- **Prompt**:
Extract all lines that hold "main" from the records below.

- **Records to process**:
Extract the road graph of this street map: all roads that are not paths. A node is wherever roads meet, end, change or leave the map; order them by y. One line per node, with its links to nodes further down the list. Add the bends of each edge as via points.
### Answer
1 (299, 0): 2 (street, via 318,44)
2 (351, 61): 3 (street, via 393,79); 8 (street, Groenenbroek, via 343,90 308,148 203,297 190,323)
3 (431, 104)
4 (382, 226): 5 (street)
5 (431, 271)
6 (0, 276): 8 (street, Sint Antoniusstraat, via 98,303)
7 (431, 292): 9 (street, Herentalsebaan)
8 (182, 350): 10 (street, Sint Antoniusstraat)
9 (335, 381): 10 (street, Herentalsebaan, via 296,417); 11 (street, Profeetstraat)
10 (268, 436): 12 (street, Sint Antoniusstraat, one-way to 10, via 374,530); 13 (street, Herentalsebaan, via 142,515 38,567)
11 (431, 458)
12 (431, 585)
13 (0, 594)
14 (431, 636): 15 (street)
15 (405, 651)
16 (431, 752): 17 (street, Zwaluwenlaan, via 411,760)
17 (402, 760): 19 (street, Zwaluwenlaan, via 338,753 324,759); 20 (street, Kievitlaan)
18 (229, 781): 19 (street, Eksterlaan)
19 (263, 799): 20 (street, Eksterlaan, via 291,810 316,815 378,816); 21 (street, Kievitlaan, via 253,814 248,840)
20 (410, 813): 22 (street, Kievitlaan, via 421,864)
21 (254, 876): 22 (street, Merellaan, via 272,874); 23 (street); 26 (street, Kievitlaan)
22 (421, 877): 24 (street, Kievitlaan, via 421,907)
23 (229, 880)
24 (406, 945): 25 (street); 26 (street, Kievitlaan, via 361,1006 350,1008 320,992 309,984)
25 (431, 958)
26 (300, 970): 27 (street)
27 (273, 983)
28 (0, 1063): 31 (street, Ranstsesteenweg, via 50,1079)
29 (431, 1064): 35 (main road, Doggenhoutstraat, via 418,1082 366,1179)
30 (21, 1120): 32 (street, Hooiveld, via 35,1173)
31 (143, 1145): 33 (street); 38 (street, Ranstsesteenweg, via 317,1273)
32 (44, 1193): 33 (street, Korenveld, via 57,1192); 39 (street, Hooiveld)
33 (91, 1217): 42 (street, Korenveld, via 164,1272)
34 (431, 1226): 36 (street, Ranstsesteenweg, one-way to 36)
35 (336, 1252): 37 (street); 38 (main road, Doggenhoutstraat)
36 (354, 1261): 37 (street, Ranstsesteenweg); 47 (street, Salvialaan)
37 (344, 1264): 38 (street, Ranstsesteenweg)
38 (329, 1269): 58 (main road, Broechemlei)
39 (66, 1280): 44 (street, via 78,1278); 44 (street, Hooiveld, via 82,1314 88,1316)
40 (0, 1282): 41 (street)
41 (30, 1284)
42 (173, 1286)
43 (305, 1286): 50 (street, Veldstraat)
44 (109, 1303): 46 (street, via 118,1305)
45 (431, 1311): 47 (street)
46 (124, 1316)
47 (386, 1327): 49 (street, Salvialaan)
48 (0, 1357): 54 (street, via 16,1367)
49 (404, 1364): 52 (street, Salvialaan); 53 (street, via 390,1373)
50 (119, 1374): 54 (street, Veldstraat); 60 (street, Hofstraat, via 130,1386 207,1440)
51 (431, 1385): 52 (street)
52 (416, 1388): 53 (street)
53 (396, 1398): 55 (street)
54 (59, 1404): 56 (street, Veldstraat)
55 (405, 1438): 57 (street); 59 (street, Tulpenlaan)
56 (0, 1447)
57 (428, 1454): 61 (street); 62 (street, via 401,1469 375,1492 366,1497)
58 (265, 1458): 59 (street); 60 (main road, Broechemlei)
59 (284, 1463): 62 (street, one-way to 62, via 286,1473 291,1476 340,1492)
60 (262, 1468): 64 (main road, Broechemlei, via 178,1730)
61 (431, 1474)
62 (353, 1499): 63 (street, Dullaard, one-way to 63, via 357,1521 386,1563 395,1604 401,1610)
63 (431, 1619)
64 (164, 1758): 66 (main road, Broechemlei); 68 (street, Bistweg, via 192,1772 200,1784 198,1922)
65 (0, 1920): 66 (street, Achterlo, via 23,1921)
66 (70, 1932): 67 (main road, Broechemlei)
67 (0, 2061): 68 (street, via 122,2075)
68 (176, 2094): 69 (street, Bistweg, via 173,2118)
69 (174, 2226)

- **Solution to the exercise**:
29 (431, 1064): 35 (main road, Doggenhoutstraat, via 418,1082 366,1179)
35 (336, 1252): 37 (street); 38 (main road, Doggenhoutstraat)
38 (329, 1269): 58 (main road, Broechemlei)
58 (265, 1458): 59 (street); 60 (main road, Broechemlei)
60 (262, 1468): 64 (main road, Broechemlei, via 178,1730)
64 (164, 1758): 66 (main road, Broechemlei); 68 (street, Bistweg, via 192,1772 200,1784 198,1922)
66 (70, 1932): 67 (main road, Broechemlei)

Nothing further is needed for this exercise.